Please restate the following records word for word.

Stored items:
►

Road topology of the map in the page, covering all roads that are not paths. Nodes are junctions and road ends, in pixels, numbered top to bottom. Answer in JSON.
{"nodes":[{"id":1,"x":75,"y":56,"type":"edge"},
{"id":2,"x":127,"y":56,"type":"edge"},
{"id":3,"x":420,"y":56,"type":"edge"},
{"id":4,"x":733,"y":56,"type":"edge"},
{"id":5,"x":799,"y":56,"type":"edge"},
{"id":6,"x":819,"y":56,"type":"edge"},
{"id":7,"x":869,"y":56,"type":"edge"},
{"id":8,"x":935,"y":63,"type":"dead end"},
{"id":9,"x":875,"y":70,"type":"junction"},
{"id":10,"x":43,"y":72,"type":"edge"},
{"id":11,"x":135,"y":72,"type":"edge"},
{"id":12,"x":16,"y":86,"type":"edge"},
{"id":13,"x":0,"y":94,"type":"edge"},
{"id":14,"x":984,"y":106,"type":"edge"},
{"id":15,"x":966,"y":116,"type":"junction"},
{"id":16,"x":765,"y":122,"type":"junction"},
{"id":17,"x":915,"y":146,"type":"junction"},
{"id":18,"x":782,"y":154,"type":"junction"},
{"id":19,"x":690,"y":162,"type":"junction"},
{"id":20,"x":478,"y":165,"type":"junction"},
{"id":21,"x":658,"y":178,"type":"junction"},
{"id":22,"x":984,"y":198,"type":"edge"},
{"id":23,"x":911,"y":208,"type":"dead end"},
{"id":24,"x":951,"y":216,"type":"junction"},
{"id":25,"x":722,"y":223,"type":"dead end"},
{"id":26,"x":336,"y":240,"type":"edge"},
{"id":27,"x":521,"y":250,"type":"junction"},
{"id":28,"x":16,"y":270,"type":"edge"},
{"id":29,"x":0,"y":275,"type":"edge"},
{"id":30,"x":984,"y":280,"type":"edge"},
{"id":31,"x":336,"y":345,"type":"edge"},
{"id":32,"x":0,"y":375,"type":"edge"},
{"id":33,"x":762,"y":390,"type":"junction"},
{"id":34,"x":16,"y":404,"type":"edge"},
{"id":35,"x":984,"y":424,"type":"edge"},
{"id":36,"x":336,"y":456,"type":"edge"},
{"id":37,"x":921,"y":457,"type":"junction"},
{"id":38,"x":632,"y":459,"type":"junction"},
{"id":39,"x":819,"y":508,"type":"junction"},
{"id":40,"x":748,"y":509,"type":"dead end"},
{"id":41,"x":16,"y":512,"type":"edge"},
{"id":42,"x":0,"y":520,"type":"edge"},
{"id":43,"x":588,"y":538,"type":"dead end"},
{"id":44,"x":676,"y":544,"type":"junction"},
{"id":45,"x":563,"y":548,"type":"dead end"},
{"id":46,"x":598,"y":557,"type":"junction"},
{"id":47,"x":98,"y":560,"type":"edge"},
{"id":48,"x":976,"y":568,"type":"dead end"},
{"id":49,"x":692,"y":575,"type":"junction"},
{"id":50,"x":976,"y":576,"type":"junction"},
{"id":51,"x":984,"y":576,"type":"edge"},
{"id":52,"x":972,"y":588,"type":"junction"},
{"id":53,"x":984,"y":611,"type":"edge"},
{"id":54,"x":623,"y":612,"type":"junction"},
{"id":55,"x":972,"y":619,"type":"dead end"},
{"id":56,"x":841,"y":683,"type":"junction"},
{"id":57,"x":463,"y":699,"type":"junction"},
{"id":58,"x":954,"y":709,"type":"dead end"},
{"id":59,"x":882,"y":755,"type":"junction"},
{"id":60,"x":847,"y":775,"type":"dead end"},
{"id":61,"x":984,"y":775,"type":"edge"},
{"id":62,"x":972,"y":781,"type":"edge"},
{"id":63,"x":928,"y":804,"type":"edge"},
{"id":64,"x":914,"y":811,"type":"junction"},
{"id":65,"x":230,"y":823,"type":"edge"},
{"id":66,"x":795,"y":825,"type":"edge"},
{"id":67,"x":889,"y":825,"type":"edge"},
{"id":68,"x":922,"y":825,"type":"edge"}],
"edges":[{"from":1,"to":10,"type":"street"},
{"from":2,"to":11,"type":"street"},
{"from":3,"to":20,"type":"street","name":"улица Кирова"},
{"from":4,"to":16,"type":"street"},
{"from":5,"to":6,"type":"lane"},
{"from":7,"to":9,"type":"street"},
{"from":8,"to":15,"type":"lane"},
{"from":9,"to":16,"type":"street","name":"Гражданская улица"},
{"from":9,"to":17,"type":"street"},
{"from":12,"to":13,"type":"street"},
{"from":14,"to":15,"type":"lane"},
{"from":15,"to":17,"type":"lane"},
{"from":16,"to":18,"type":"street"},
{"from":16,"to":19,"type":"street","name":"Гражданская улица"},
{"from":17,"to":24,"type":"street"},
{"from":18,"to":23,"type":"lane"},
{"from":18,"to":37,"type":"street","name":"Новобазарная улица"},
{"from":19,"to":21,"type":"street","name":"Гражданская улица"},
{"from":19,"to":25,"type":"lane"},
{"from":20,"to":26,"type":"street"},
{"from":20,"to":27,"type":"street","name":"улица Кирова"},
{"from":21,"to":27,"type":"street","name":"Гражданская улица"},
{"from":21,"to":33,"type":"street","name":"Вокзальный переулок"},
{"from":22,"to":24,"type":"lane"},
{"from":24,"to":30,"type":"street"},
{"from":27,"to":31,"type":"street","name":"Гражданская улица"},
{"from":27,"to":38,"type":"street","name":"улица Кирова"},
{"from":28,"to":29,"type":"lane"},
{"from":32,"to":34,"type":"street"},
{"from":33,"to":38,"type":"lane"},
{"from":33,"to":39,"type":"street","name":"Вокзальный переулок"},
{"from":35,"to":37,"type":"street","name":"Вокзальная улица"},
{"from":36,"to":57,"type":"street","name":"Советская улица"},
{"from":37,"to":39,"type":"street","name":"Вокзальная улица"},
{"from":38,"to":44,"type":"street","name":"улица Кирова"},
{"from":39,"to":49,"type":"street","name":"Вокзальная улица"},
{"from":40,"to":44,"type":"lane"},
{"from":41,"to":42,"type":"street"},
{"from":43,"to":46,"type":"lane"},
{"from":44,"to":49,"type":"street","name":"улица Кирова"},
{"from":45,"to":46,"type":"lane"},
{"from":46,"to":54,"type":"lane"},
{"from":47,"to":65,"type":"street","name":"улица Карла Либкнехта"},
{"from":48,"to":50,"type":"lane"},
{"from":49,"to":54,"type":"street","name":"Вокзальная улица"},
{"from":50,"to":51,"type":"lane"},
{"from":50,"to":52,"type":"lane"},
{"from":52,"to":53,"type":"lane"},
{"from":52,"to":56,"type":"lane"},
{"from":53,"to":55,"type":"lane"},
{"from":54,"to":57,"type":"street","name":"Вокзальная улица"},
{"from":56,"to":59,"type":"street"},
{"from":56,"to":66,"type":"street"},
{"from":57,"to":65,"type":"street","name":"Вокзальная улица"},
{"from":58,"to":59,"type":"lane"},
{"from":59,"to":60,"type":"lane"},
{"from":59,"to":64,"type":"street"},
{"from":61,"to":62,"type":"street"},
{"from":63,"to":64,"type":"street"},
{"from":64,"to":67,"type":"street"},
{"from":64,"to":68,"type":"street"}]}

◄

▶ **Answer box**:
Road topology of the map in the page, covering all roads that are not paths. Nodes are junctions and road ends, in pixels, numbered top to bottom. Answer in JSON.
{"nodes":[{"id":1,"x":75,"y":56,"type":"edge"},
{"id":2,"x":127,"y":56,"type":"edge"},
{"id":3,"x":420,"y":56,"type":"edge"},
{"id":4,"x":733,"y":56,"type":"edge"},
{"id":5,"x":799,"y":56,"type":"edge"},
{"id":6,"x":819,"y":56,"type":"edge"},
{"id":7,"x":869,"y":56,"type":"edge"},
{"id":8,"x":935,"y":63,"type":"dead end"},
{"id":9,"x":875,"y":70,"type":"junction"},
{"id":10,"x":43,"y":72,"type":"edge"},
{"id":11,"x":135,"y":72,"type":"edge"},
{"id":12,"x":16,"y":86,"type":"edge"},
{"id":13,"x":0,"y":94,"type":"edge"},
{"id":14,"x":984,"y":106,"type":"edge"},
{"id":15,"x":966,"y":116,"type":"junction"},
{"id":16,"x":765,"y":122,"type":"junction"},
{"id":17,"x":915,"y":146,"type":"junction"},
{"id":18,"x":782,"y":154,"type":"junction"},
{"id":19,"x":690,"y":162,"type":"junction"},
{"id":20,"x":478,"y":165,"type":"junction"},
{"id":21,"x":658,"y":178,"type":"junction"},
{"id":22,"x":984,"y":198,"type":"edge"},
{"id":23,"x":911,"y":208,"type":"dead end"},
{"id":24,"x":951,"y":216,"type":"junction"},
{"id":25,"x":722,"y":223,"type":"dead end"},
{"id":26,"x":336,"y":240,"type":"edge"},
{"id":27,"x":521,"y":250,"type":"junction"},
{"id":28,"x":16,"y":270,"type":"edge"},
{"id":29,"x":0,"y":275,"type":"edge"},
{"id":30,"x":984,"y":280,"type":"edge"},
{"id":31,"x":336,"y":345,"type":"edge"},
{"id":32,"x":0,"y":375,"type":"edge"},
{"id":33,"x":762,"y":390,"type":"junction"},
{"id":34,"x":16,"y":404,"type":"edge"},
{"id":35,"x":984,"y":424,"type":"edge"},
{"id":36,"x":336,"y":456,"type":"edge"},
{"id":37,"x":921,"y":457,"type":"junction"},
{"id":38,"x":632,"y":459,"type":"junction"},
{"id":39,"x":819,"y":508,"type":"junction"},
{"id":40,"x":748,"y":509,"type":"dead end"},
{"id":41,"x":16,"y":512,"type":"edge"},
{"id":42,"x":0,"y":520,"type":"edge"},
{"id":43,"x":588,"y":538,"type":"dead end"},
{"id":44,"x":676,"y":544,"type":"junction"},
{"id":45,"x":563,"y":548,"type":"dead end"},
{"id":46,"x":598,"y":557,"type":"junction"},
{"id":47,"x":98,"y":560,"type":"edge"},
{"id":48,"x":976,"y":568,"type":"dead end"},
{"id":49,"x":692,"y":575,"type":"junction"},
{"id":50,"x":976,"y":576,"type":"junction"},
{"id":51,"x":984,"y":576,"type":"edge"},
{"id":52,"x":972,"y":588,"type":"junction"},
{"id":53,"x":984,"y":611,"type":"edge"},
{"id":54,"x":623,"y":612,"type":"junction"},
{"id":55,"x":972,"y":619,"type":"dead end"},
{"id":56,"x":841,"y":683,"type":"junction"},
{"id":57,"x":463,"y":699,"type":"junction"},
{"id":58,"x":954,"y":709,"type":"dead end"},
{"id":59,"x":882,"y":755,"type":"junction"},
{"id":60,"x":847,"y":775,"type":"dead end"},
{"id":61,"x":984,"y":775,"type":"edge"},
{"id":62,"x":972,"y":781,"type":"edge"},
{"id":63,"x":928,"y":804,"type":"edge"},
{"id":64,"x":914,"y":811,"type":"junction"},
{"id":65,"x":230,"y":823,"type":"edge"},
{"id":66,"x":795,"y":825,"type":"edge"},
{"id":67,"x":889,"y":825,"type":"edge"},
{"id":68,"x":922,"y":825,"type":"edge"}],
"edges":[{"from":1,"to":10,"type":"street"},
{"from":2,"to":11,"type":"street"},
{"from":3,"to":20,"type":"street","name":"улица Кирова"},
{"from":4,"to":16,"type":"street"},
{"from":5,"to":6,"type":"lane"},
{"from":7,"to":9,"type":"street"},
{"from":8,"to":15,"type":"lane"},
{"from":9,"to":16,"type":"street","name":"Гражданская улица"},
{"from":9,"to":17,"type":"street"},
{"from":12,"to":13,"type":"street"},
{"from":14,"to":15,"type":"lane"},
{"from":15,"to":17,"type":"lane"},
{"from":16,"to":18,"type":"street"},
{"from":16,"to":19,"type":"street","name":"Гражданская улица"},
{"from":17,"to":24,"type":"street"},
{"from":18,"to":23,"type":"lane"},
{"from":18,"to":37,"type":"street","name":"Новобазарная улица"},
{"from":19,"to":21,"type":"street","name":"Гражданская улица"},
{"from":19,"to":25,"type":"lane"},
{"from":20,"to":26,"type":"street"},
{"from":20,"to":27,"type":"street","name":"улица Кирова"},
{"from":21,"to":27,"type":"street","name":"Гражданская улица"},
{"from":21,"to":33,"type":"street","name":"Вокзальный переулок"},
{"from":22,"to":24,"type":"lane"},
{"from":24,"to":30,"type":"street"},
{"from":27,"to":31,"type":"street","name":"Гражданская улица"},
{"from":27,"to":38,"type":"street","name":"улица Кирова"},
{"from":28,"to":29,"type":"lane"},
{"from":32,"to":34,"type":"street"},
{"from":33,"to":38,"type":"lane"},
{"from":33,"to":39,"type":"street","name":"Вокзальный переулок"},
{"from":35,"to":37,"type":"street","name":"Вокзальная улица"},
{"from":36,"to":57,"type":"street","name":"Советская улица"},
{"from":37,"to":39,"type":"street","name":"Вокзальная улица"},
{"from":38,"to":44,"type":"street","name":"улица Кирова"},
{"from":39,"to":49,"type":"street","name":"Вокзальная улица"},
{"from":40,"to":44,"type":"lane"},
{"from":41,"to":42,"type":"street"},
{"from":43,"to":46,"type":"lane"},
{"from":44,"to":49,"type":"street","name":"улица Кирова"},
{"from":45,"to":46,"type":"lane"},
{"from":46,"to":54,"type":"lane"},
{"from":47,"to":65,"type":"street","name":"улица Карла Либкнехта"},
{"from":48,"to":50,"type":"lane"},
{"from":49,"to":54,"type":"street","name":"Вокзальная улица"},
{"from":50,"to":51,"type":"lane"},
{"from":50,"to":52,"type":"lane"},
{"from":52,"to":53,"type":"lane"},
{"from":52,"to":56,"type":"lane"},
{"from":53,"to":55,"type":"lane"},
{"from":54,"to":57,"type":"street","name":"Вокзальная улица"},
{"from":56,"to":59,"type":"street"},
{"from":56,"to":66,"type":"street"},
{"from":57,"to":65,"type":"street","name":"Вокзальная улица"},
{"from":58,"to":59,"type":"lane"},
{"from":59,"to":60,"type":"lane"},
{"from":59,"to":64,"type":"street"},
{"from":61,"to":62,"type":"street"},
{"from":63,"to":64,"type":"street"},
{"from":64,"to":67,"type":"street"},
{"from":64,"to":68,"type":"street"}]}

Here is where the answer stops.